I've searched in the past for software similar to TeraCopy that has a license that allows commercial freeware use as well, and haven't been able to find any. FastCopy didn't impress me too much when I've tried that. Never tried Supercopier, but I had the same problems installing it on Win7 beta; it works stand-alone, but not as a shell file copy replacement.

Whenever I have to copy a lot of files, I use Roadkil's Unstoppable Copier which you've probably run into in the past. It bypasses all the nags Windows would give you during a file copy. It's not a shell file copy replacement, but it's somewhat geared towards data recovery and works pretty fast...although if I needed to recover data from a failing disk, I'd use GNU ddrescue on any flavor of *nix (by far, the best freeware solution of raw data recovery).

JMisner said...

...and speak of the devil, this just came over the wire from Lifehacker.
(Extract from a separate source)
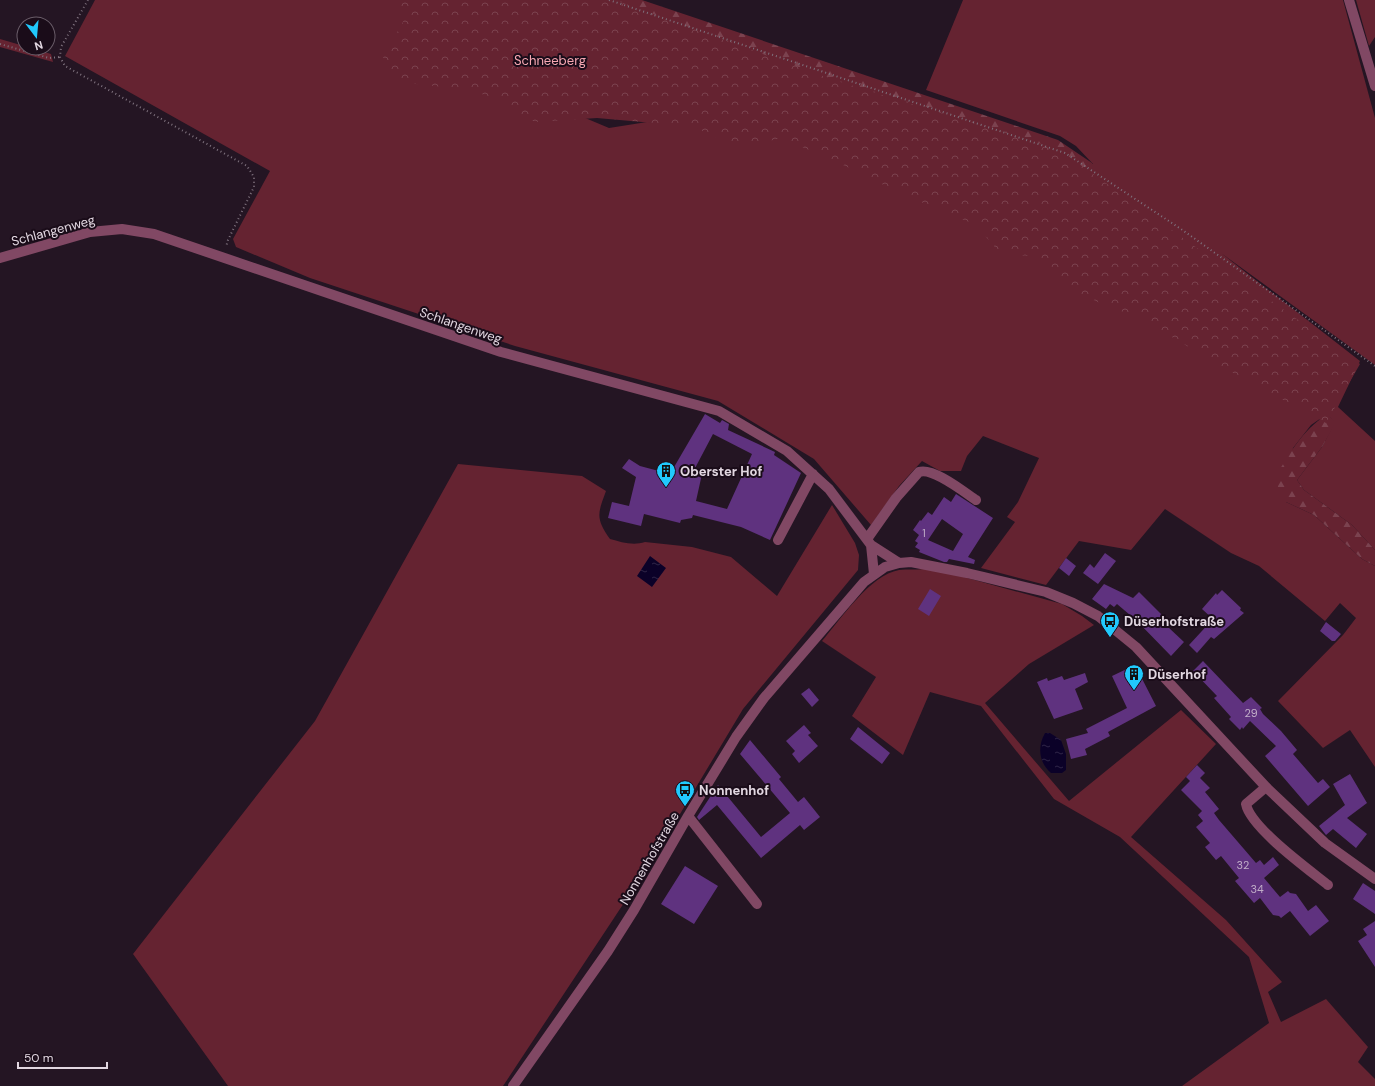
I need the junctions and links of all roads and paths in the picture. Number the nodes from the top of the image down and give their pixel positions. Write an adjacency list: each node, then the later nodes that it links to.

New (to the public apparently) freeware app from Microsoft called RichCopy seems like it has LOTS of promise. The interface feels much better than Robocopy GUI with the same power. Multithreaded file copies that you can pause in mid-transmission, which forgives WAN hiccups in network transfers. No shell integration, but that doesn't bother me at all.

The help file still reads "This is Microsoft Internal Tool. It is not allowed to use this tool outside of Microsoft Corporate network without following appropriate process." Guess they should remove that after posting it on their public blog...

The program seems fairly portable as well. After extracting the setup files from the download, I was able to crack open RichCopySetup.msi with Universal Extractor, which reveals both a 32 bit and 64 bit version of the app. Process Monitor shows it storing it's settings in the registry, but there are ways to save config profiles for file copy options for use later.

BTW, sorry for any double posts, comment form was acting up a bit.